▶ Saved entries

"""

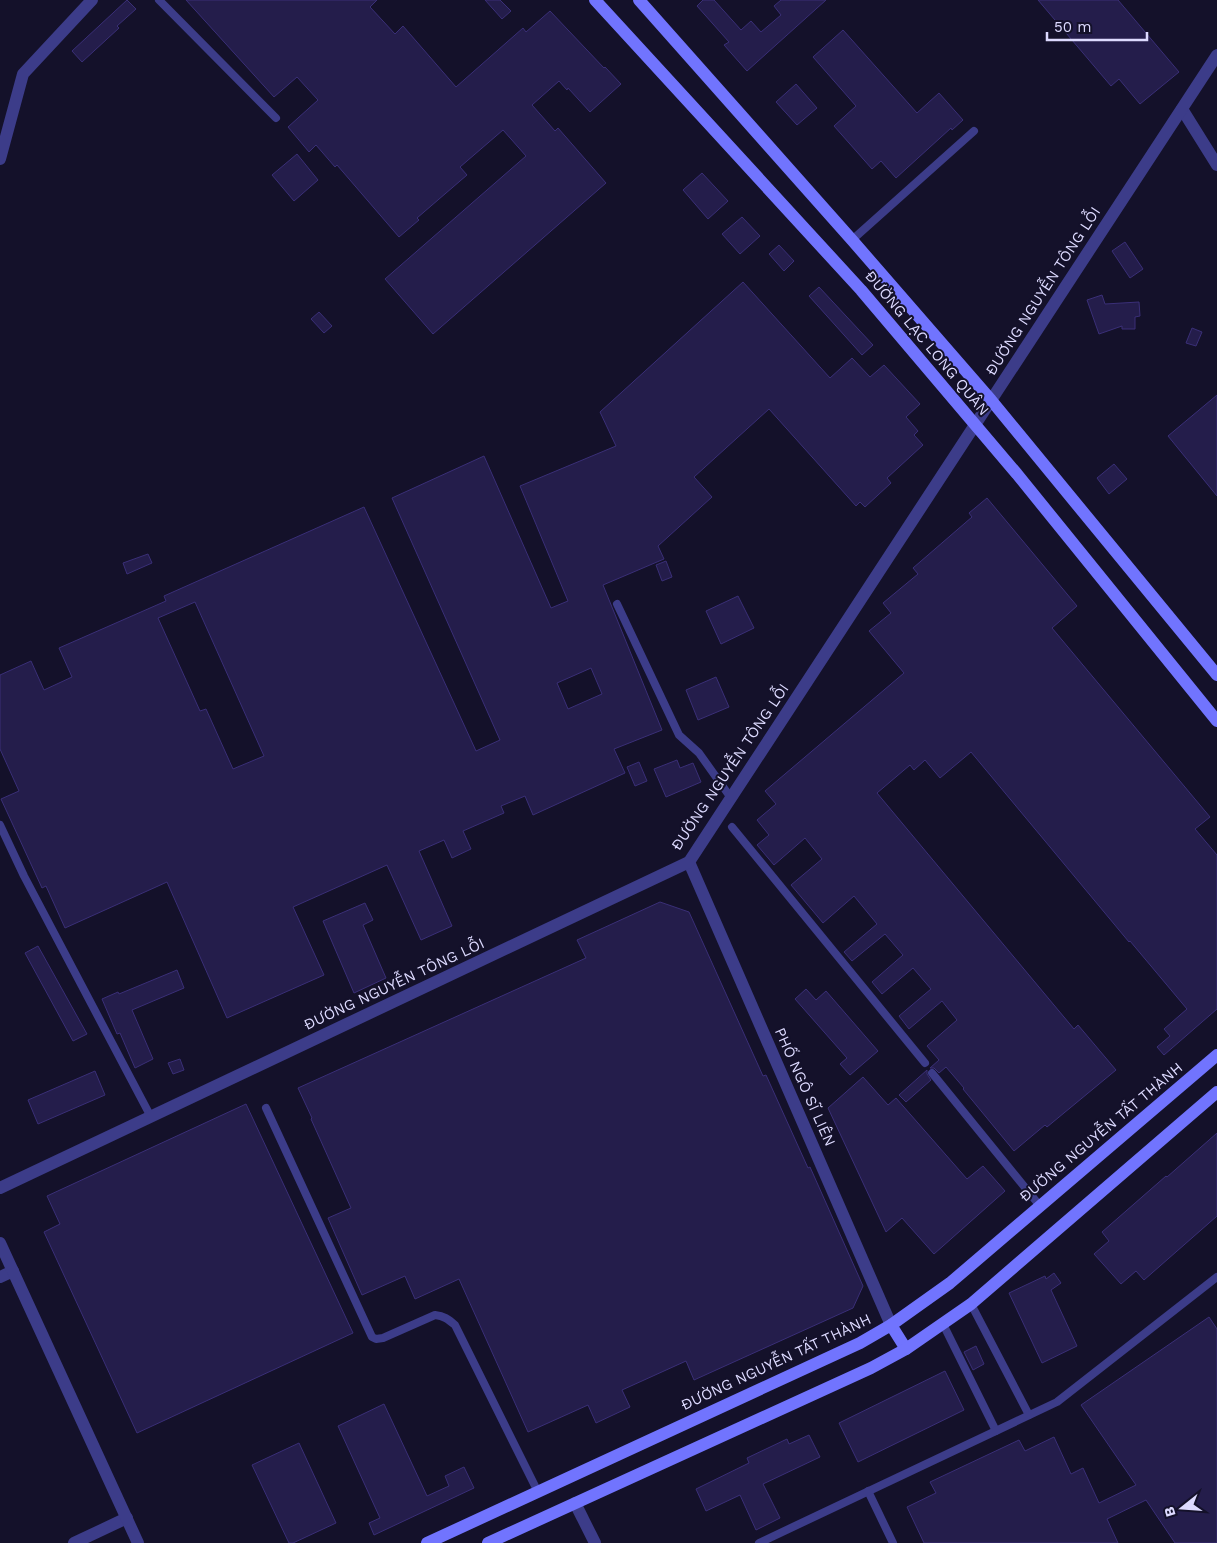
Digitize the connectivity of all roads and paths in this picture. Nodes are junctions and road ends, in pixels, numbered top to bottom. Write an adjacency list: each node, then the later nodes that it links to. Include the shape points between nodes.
1 (92, 0): 9 (street, via 23,74)
2 (159, 0): 7 (lane)
3 (596, 0): 13 (main road, ĐƯỜNG LẠC LONG QUÂN, via 861,290)
4 (639, 0): 11 (main road, ĐƯỜNG LẠC LONG QUÂN)
5 (1217, 55): 6 (street, ĐƯỜNG NGUYỄN TÔNG LỖI)
6 (1182, 109): 10 (street); 12 (street, ĐƯỜNG NGUYỄN TÔNG LỖI)
7 (276, 118)
8 (974, 131): 11 (lane)
9 (0, 159)
10 (1217, 164)
11 (852, 240): 12 (main road, ĐƯỜNG LẠC LONG QUÂN)
12 (991, 400): 13 (street, ĐƯỜNG NGUYỄN TÔNG LỖI); 15 (main road, ĐƯỜNG LẠC LONG QUÂN)
13 (975, 425): 16 (main road, ĐƯỜNG LẠC LONG QUÂN); 17 (street, ĐƯỜNG NGUYỄN TÔNG LỖI)
14 (616, 604): 17 (lane, via 679,735 699,753)
15 (1217, 675)
16 (1217, 722)
17 (731, 798): 20 (street, ĐƯỜNG NGUYỄN TÔNG LỖI)
18 (0, 825): 26 (lane)
19 (732, 828): 22 (lane)
20 (689, 862): 26 (street, ĐƯỜNG NGUYỄN TÔNG LỖI); 35 (street, PHỐ NGÔ SĨ LIÊN)
21 (1217, 1055): 28 (main road, ĐƯỜNG NGUYỄN TẤT THÀNH)
22 (925, 1064)
23 (932, 1073): 28 (lane)
24 (1217, 1092): 33 (main road)
25 (266, 1108): 40 (lane, via 372,1337 382,1338 434,1315 448,1318 455,1325)
26 (151, 1117): 27 (street, ĐƯỜNG NGUYỄN TÔNG LỖI)
27 (0, 1188)
28 (1040, 1206): 35 (main road, ĐƯỜNG NGUYỄN TẤT THÀNH, via 950,1283)
29 (0, 1243): 30 (street)
30 (13, 1271): 31 (street); 42 (street)
31 (0, 1277)
32 (1217, 1277): 37 (lane, via 1057,1402)
33 (971, 1304): 34 (main road); 37 (lane)
34 (943, 1324): 36 (main road); 38 (lane)
35 (891, 1325): 36 (main road); 40 (main road, ĐƯỜNG NGUYỄN TẤT THÀNH, via 860,1343)
36 (906, 1349): 41 (main road)
37 (1029, 1415): 38 (lane)
38 (996, 1431): 39 (lane)
39 (868, 1491): 48 (lane); 49 (lane)
40 (538, 1492): 45 (main road, ĐƯỜNG NGUYỄN TẤT THÀNH)
41 (575, 1503): 46 (main road); 47 (street)
42 (127, 1518): 43 (street); 44 (street)
43 (74, 1543)
44 (138, 1543)
45 (427, 1543)
46 (488, 1543)
47 (595, 1543)
48 (759, 1543)
49 (892, 1543)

"""

▶ Work item
Return the entries verbatim, pictures excluded.

▶ Written solution
Digitize the connectivity of all roads and paths in this picture. Nodes are junctions and road ends, in pixels, numbered top to bottom. Write an adjacency list: each node, then the later nodes that it links to. Include the shape points between nodes.
1 (92, 0): 9 (street, via 23,74)
2 (159, 0): 7 (lane)
3 (596, 0): 13 (main road, ĐƯỜNG LẠC LONG QUÂN, via 861,290)
4 (639, 0): 11 (main road, ĐƯỜNG LẠC LONG QUÂN)
5 (1217, 55): 6 (street, ĐƯỜNG NGUYỄN TÔNG LỖI)
6 (1182, 109): 10 (street); 12 (street, ĐƯỜNG NGUYỄN TÔNG LỖI)
7 (276, 118)
8 (974, 131): 11 (lane)
9 (0, 159)
10 (1217, 164)
11 (852, 240): 12 (main road, ĐƯỜNG LẠC LONG QUÂN)
12 (991, 400): 13 (street, ĐƯỜNG NGUYỄN TÔNG LỖI); 15 (main road, ĐƯỜNG LẠC LONG QUÂN)
13 (975, 425): 16 (main road, ĐƯỜNG LẠC LONG QUÂN); 17 (street, ĐƯỜNG NGUYỄN TÔNG LỖI)
14 (616, 604): 17 (lane, via 679,735 699,753)
15 (1217, 675)
16 (1217, 722)
17 (731, 798): 20 (street, ĐƯỜNG NGUYỄN TÔNG LỖI)
18 (0, 825): 26 (lane)
19 (732, 828): 22 (lane)
20 (689, 862): 26 (street, ĐƯỜNG NGUYỄN TÔNG LỖI); 35 (street, PHỐ NGÔ SĨ LIÊN)
21 (1217, 1055): 28 (main road, ĐƯỜNG NGUYỄN TẤT THÀNH)
22 (925, 1064)
23 (932, 1073): 28 (lane)
24 (1217, 1092): 33 (main road)
25 (266, 1108): 40 (lane, via 372,1337 382,1338 434,1315 448,1318 455,1325)
26 (151, 1117): 27 (street, ĐƯỜNG NGUYỄN TÔNG LỖI)
27 (0, 1188)
28 (1040, 1206): 35 (main road, ĐƯỜNG NGUYỄN TẤT THÀNH, via 950,1283)
29 (0, 1243): 30 (street)
30 (13, 1271): 31 (street); 42 (street)
31 (0, 1277)
32 (1217, 1277): 37 (lane, via 1057,1402)
33 (971, 1304): 34 (main road); 37 (lane)
34 (943, 1324): 36 (main road); 38 (lane)
35 (891, 1325): 36 (main road); 40 (main road, ĐƯỜNG NGUYỄN TẤT THÀNH, via 860,1343)
36 (906, 1349): 41 (main road)
37 (1029, 1415): 38 (lane)
38 (996, 1431): 39 (lane)
39 (868, 1491): 48 (lane); 49 (lane)
40 (538, 1492): 45 (main road, ĐƯỜNG NGUYỄN TẤT THÀNH)
41 (575, 1503): 46 (main road); 47 (street)
42 (127, 1518): 43 (street); 44 (street)
43 (74, 1543)
44 (138, 1543)
45 (427, 1543)
46 (488, 1543)
47 (595, 1543)
48 (759, 1543)
49 (892, 1543)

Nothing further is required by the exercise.